=== Data for review ===
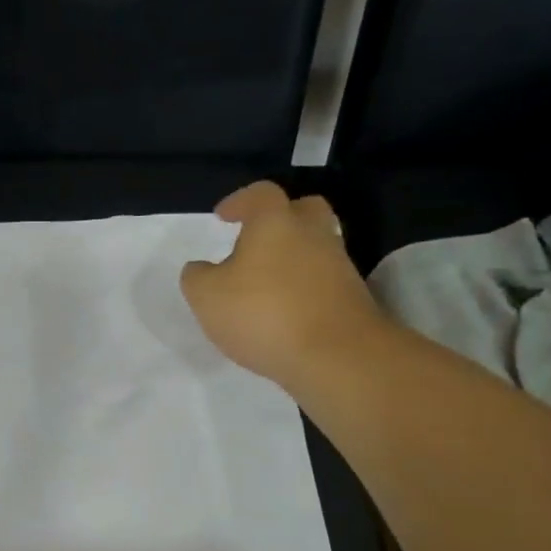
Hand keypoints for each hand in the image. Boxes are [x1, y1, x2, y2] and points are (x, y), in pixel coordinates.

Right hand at [180, 181, 391, 391]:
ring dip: (292, 257)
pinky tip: (285, 310)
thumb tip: (200, 269)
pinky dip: (304, 287)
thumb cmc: (263, 313)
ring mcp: (338, 266)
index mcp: (275, 222)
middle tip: (257, 240)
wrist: (336, 356)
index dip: (239, 201)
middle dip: (280, 219)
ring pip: (315, 247)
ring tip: (265, 283)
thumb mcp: (207, 297)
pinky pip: (323, 280)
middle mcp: (313, 234)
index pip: (260, 194)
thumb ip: (197, 277)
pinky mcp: (352, 298)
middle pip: (303, 210)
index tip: (223, 216)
===
Every line above must be printed again exactly, pictures excluded.

Hand keypoints for each hand in the image. Boxes are [x1, y1, x2, y2] and points are (x, y), in pixel coordinates.

Right hand at [180, 181, 391, 391]:
ring dip: (292, 257)
pinky tip: (285, 310)
thumb tip: (200, 269)
pinky dip: (304, 287)
thumb cmc: (263, 313)
ring mcp: (338, 266)
index mcp: (275, 222)
middle tip: (257, 240)
wrist: (336, 356)
index dip: (239, 201)
middle dip: (280, 219)
ring pip: (315, 247)
ring tip: (265, 283)
thumb mcp: (207, 297)
pinky pip: (323, 280)
middle mcp: (313, 234)
index pip: (260, 194)
thumb ip: (197, 277)
pinky mcp: (352, 298)
middle pip: (303, 210)
index tip: (223, 216)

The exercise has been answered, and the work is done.